But he wouldn't be Moist von Lipwig if a certain amount of insouciance didn't rise to heal the wounds. He'd got away, after all. Oh, yes. It wasn't as though it was the first window he'd jumped through. And the sound of Pucci's scream of rage was almost as loud as the crack the man's iconograph made as it hit the cobbles. The ol' honey trap game. Hah. But it was high time he did something illegal, just to get his mind back to a proper state of cynical self-preservation. He wouldn't have got into the first cab a year ago, that was for sure. Mind you, it would be a strange jury that believed he could be attracted to Pucci Lavish; he couldn't see that standing up in court.

He got up, dressed and listened hopefully for signs of life from the kitchen. In their absence, he made himself some black coffee.

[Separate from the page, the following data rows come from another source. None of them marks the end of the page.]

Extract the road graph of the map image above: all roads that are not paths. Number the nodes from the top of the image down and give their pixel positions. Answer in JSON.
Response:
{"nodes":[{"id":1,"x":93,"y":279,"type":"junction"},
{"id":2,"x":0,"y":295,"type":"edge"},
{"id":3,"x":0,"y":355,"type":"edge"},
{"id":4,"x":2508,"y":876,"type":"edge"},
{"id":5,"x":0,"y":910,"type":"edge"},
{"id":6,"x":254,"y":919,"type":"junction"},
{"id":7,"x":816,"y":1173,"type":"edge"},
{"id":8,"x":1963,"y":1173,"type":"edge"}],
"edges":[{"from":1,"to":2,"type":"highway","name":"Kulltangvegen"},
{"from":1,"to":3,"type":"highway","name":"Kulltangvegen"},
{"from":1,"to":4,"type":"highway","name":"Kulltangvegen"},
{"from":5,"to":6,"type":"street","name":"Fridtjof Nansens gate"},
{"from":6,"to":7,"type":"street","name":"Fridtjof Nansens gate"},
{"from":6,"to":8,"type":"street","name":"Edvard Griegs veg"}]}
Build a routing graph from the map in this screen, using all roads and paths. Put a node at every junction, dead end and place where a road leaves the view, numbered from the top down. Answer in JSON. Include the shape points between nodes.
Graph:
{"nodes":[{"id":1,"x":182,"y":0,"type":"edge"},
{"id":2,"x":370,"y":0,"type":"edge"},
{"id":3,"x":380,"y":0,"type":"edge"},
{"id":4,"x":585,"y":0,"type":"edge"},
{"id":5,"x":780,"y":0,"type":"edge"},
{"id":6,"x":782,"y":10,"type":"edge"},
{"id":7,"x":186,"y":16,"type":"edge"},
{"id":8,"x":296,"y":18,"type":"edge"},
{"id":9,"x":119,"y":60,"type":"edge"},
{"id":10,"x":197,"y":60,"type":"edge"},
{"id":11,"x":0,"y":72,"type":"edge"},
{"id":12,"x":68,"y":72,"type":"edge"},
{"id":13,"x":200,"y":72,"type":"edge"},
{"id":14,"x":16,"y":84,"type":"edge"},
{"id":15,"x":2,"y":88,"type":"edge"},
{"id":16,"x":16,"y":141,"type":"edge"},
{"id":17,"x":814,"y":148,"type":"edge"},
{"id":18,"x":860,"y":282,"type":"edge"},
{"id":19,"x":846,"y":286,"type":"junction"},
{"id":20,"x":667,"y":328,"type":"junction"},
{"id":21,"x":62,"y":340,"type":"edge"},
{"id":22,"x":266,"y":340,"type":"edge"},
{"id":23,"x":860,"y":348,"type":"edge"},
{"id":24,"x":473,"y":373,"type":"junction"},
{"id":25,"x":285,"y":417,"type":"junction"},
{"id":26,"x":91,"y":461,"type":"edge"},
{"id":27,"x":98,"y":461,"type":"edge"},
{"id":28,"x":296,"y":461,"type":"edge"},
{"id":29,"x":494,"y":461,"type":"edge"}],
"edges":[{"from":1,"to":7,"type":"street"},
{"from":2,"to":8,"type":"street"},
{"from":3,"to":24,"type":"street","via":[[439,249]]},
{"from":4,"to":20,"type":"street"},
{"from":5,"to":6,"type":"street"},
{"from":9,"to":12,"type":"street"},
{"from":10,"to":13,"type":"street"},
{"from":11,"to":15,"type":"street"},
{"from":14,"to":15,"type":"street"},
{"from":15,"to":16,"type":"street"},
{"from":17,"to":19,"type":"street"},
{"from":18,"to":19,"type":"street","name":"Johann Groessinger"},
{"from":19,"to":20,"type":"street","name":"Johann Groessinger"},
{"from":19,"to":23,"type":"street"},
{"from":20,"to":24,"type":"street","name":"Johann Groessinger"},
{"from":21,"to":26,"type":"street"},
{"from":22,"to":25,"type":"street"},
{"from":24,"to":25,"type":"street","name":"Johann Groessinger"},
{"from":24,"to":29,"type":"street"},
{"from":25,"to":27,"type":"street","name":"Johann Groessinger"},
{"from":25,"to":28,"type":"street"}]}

Armed with this he made his way into the office, where Mr Fusspot dozed in his in-tray and the official top hat sat, accusingly black.

Ah, yes, he was going to do something about that, wasn't he?

He reached into his pocket and pulled out the little pot of glue, which was one of the convenient ones with a brush in the lid, and after some careful spreading began to pour the glittering flakes as smoothly as he could.

He was still engrossed in this exercise when Gladys loomed in his vision like an eclipse of the sun, holding what turned out to be a bacon and egg sandwich two feet long and one-eighth of an inch thick. She'd also picked up his copy of the Times.

He groaned. He'd made the front page. He usually did. It was his athletic mouth. It ran away with him whenever he saw a notebook.

Er… he'd made page two as well. Oh, and the lead editorial. Bugger, even the political cartoon, too, the one that was never much of a laugh.

First Urchin: 'Why ain't Ankh-Morpork like a desert island?'

Second Urchin: "cos when yer on a desert island the sharks can't bite yer!'

It was side-splitting.

His bleary eyes strayed back to the editorial. They, on the other hand, could be quite funny, since they were based on the assumption that the world would be a much better place if it was run by journalists. They were— What? What was this?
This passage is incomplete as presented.